#### [EXERCISE]
Working from the records below, repeat exactly the lines starting at the line that contains "width:25px; border:1px solid" and ending at the line that contains "c.lineJoin = 'round';", inclusive.

#### [RAW DATA]
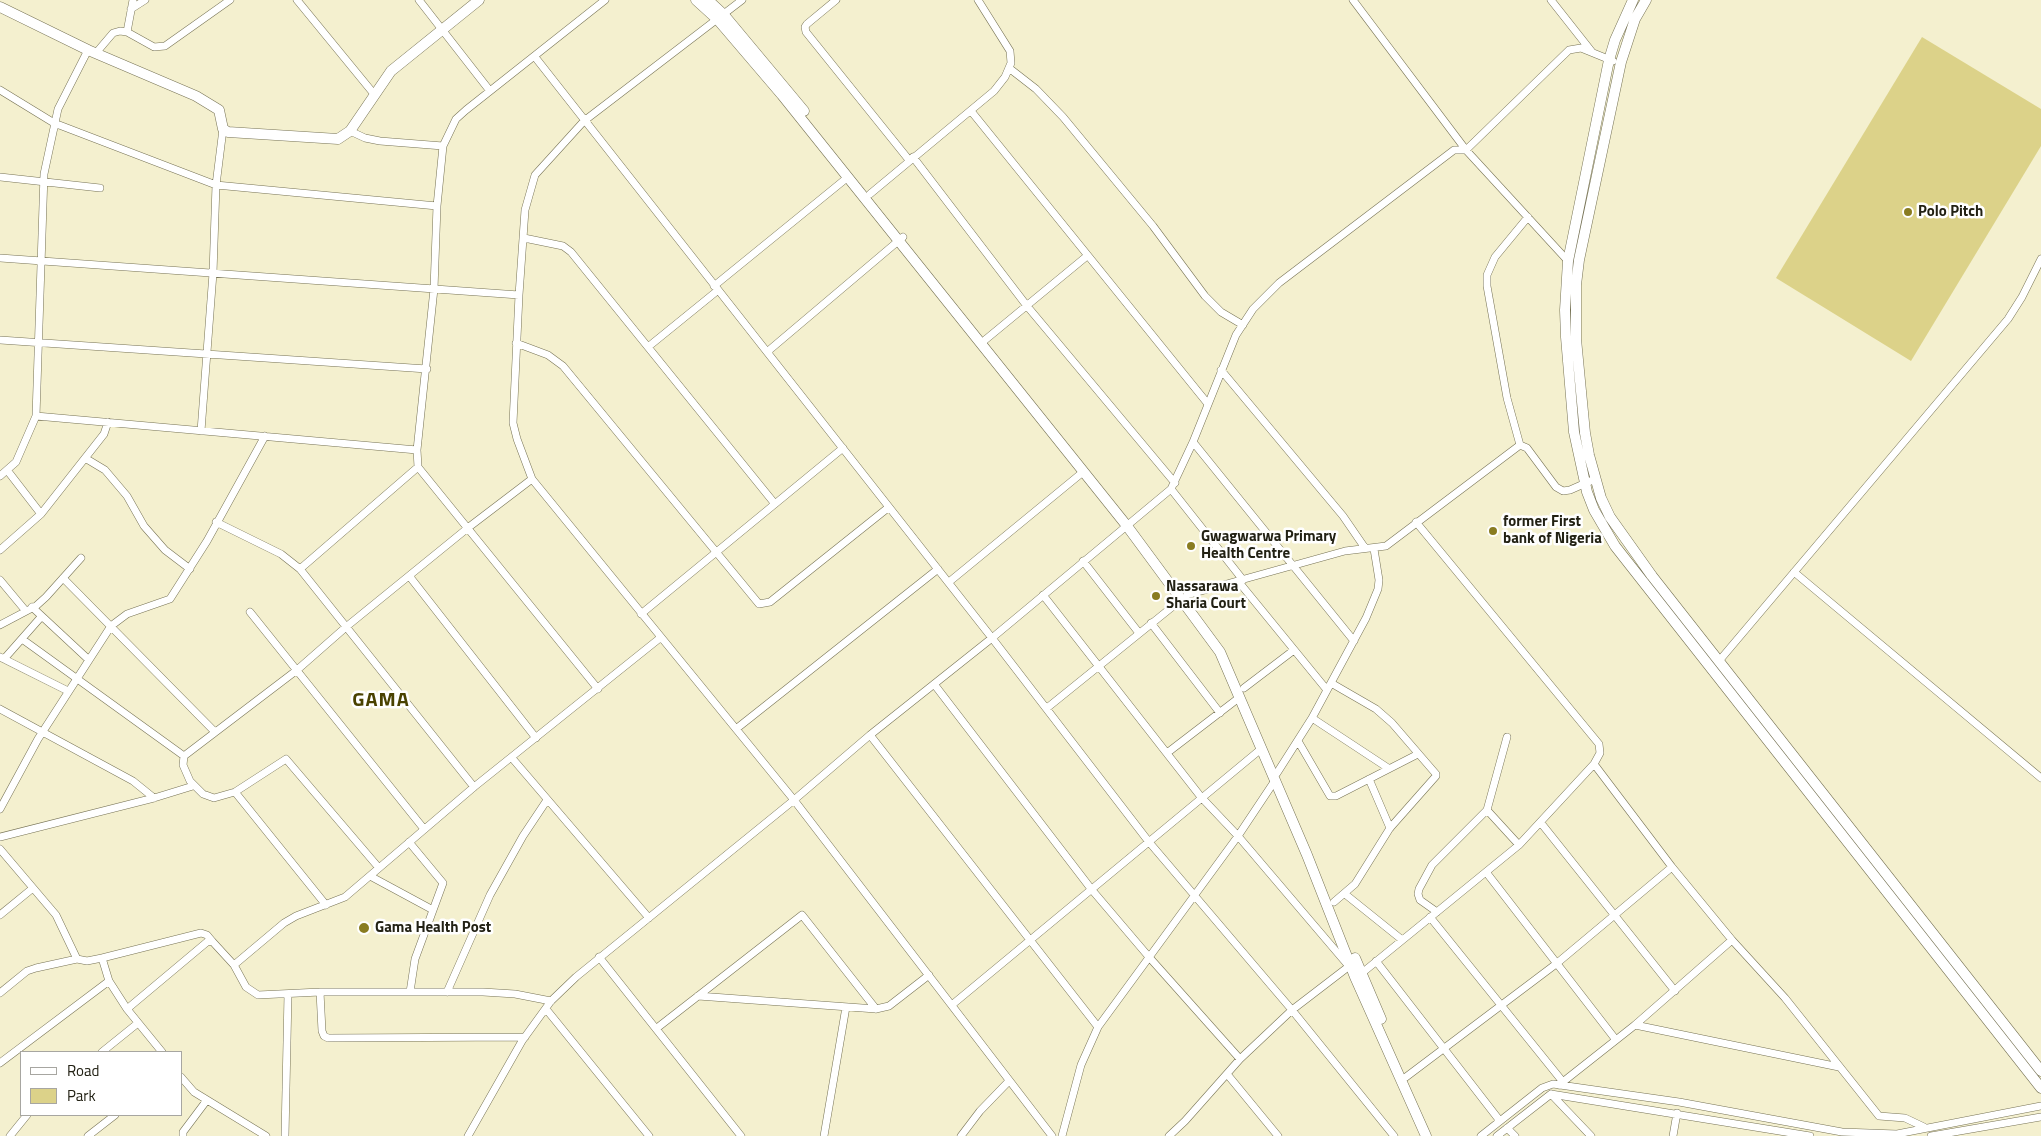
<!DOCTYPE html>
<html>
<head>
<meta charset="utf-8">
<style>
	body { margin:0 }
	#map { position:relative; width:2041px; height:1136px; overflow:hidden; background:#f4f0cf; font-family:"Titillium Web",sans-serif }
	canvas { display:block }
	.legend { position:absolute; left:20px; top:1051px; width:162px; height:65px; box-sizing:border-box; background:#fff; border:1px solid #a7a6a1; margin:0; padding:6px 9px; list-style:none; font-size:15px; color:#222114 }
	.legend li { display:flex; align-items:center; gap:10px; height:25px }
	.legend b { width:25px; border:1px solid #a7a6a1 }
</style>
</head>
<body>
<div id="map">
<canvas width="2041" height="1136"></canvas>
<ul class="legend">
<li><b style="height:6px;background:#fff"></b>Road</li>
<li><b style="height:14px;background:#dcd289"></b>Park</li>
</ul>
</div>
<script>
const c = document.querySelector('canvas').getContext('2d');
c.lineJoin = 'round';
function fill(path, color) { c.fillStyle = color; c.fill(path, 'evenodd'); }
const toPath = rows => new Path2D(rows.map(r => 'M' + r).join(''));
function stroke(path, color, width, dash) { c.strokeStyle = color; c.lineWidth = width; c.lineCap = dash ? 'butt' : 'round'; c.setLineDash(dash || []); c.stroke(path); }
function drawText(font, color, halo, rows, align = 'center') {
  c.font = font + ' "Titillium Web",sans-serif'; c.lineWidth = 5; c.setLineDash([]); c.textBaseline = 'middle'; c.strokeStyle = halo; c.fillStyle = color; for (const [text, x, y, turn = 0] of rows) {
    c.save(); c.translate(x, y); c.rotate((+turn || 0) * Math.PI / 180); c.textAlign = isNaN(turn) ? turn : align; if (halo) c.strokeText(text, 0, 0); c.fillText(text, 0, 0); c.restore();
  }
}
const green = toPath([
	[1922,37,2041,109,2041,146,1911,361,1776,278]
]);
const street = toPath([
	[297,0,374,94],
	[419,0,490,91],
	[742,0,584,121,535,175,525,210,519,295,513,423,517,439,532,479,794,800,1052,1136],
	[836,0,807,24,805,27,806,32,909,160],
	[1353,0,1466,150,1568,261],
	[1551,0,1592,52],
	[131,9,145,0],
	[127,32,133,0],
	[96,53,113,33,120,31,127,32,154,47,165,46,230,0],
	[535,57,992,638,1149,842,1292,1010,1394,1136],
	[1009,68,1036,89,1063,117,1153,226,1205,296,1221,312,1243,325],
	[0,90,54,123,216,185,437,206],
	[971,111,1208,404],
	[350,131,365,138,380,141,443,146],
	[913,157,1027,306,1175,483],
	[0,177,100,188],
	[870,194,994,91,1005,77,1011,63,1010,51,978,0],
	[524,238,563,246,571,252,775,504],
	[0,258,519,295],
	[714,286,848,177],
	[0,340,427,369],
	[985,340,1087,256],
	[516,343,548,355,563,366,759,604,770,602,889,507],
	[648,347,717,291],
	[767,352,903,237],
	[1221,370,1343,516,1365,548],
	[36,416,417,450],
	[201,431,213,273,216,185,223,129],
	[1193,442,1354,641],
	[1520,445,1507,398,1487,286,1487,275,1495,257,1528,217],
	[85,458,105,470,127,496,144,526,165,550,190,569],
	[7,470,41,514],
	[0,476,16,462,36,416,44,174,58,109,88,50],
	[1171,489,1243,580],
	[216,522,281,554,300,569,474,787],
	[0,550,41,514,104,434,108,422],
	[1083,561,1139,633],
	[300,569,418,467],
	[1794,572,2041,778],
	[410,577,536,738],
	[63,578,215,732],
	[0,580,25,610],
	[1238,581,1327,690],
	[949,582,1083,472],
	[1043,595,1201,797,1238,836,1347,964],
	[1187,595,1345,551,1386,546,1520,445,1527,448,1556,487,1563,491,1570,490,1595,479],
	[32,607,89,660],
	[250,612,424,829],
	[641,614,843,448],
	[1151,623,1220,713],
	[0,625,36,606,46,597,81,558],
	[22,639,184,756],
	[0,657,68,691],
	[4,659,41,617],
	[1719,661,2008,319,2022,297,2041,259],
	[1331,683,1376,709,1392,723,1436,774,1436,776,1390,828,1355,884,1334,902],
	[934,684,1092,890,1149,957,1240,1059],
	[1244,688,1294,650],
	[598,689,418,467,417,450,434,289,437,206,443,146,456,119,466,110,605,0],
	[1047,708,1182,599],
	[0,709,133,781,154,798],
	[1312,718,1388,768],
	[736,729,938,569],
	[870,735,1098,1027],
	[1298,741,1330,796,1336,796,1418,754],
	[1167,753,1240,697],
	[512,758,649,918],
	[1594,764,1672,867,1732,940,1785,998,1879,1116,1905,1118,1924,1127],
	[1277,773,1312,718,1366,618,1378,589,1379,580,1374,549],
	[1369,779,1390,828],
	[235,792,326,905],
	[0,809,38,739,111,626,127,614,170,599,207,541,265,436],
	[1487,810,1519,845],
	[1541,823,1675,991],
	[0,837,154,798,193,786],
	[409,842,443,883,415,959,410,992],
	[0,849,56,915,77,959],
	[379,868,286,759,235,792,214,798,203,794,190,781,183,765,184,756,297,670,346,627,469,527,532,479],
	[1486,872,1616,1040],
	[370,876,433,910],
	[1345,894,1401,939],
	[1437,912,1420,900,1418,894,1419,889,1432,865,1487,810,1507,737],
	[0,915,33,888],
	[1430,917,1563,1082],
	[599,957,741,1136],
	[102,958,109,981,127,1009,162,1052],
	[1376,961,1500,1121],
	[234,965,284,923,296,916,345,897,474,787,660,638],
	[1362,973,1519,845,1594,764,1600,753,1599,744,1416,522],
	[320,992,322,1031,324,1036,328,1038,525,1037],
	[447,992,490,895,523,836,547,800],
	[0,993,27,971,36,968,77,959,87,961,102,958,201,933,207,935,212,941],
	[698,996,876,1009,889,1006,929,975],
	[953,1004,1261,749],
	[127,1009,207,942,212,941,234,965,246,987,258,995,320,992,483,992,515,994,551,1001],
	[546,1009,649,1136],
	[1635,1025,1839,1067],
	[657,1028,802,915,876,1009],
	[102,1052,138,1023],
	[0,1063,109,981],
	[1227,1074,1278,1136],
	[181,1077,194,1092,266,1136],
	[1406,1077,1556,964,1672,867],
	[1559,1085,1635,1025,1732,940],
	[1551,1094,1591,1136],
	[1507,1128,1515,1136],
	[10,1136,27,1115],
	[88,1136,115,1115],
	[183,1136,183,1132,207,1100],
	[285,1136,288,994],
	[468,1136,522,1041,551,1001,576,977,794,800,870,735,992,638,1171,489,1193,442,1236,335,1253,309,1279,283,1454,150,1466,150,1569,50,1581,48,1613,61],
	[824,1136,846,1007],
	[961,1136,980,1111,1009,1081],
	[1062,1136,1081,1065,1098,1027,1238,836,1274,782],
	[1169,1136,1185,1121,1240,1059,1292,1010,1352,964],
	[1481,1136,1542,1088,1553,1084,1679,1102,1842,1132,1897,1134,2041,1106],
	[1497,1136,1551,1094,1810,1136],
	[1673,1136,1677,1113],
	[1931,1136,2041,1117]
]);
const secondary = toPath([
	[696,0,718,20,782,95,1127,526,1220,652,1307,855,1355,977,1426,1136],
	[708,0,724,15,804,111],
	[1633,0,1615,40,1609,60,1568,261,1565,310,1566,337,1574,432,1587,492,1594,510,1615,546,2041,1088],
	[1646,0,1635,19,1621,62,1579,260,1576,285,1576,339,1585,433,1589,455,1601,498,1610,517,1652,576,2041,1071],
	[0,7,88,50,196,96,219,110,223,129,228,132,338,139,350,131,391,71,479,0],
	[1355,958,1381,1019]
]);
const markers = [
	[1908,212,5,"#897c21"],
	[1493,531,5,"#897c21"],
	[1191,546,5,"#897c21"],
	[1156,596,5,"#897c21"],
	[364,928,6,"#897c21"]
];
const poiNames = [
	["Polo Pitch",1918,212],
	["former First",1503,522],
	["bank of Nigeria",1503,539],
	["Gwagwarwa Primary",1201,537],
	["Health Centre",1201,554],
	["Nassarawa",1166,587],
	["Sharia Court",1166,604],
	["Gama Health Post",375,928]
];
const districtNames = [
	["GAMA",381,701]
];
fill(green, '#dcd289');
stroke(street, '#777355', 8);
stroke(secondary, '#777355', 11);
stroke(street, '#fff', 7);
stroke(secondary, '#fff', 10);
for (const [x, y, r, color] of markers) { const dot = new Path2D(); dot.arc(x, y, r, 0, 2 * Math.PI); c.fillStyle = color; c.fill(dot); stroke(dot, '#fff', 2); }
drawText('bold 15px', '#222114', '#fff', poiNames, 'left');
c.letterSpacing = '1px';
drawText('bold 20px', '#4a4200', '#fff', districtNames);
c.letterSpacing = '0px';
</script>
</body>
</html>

#### [RESULT FOR THIS TASK]
	.legend b { width:25px; border:1px solid #a7a6a1 }
</style>
</head>
<body>
<div id="map">
<canvas width="2041" height="1136"></canvas>
<ul class="legend">
<li><b style="height:6px;background:#fff"></b>Road</li>
<li><b style="height:14px;background:#dcd289"></b>Park</li>
</ul>
</div>
<script>
const c = document.querySelector('canvas').getContext('2d');
c.lineJoin = 'round';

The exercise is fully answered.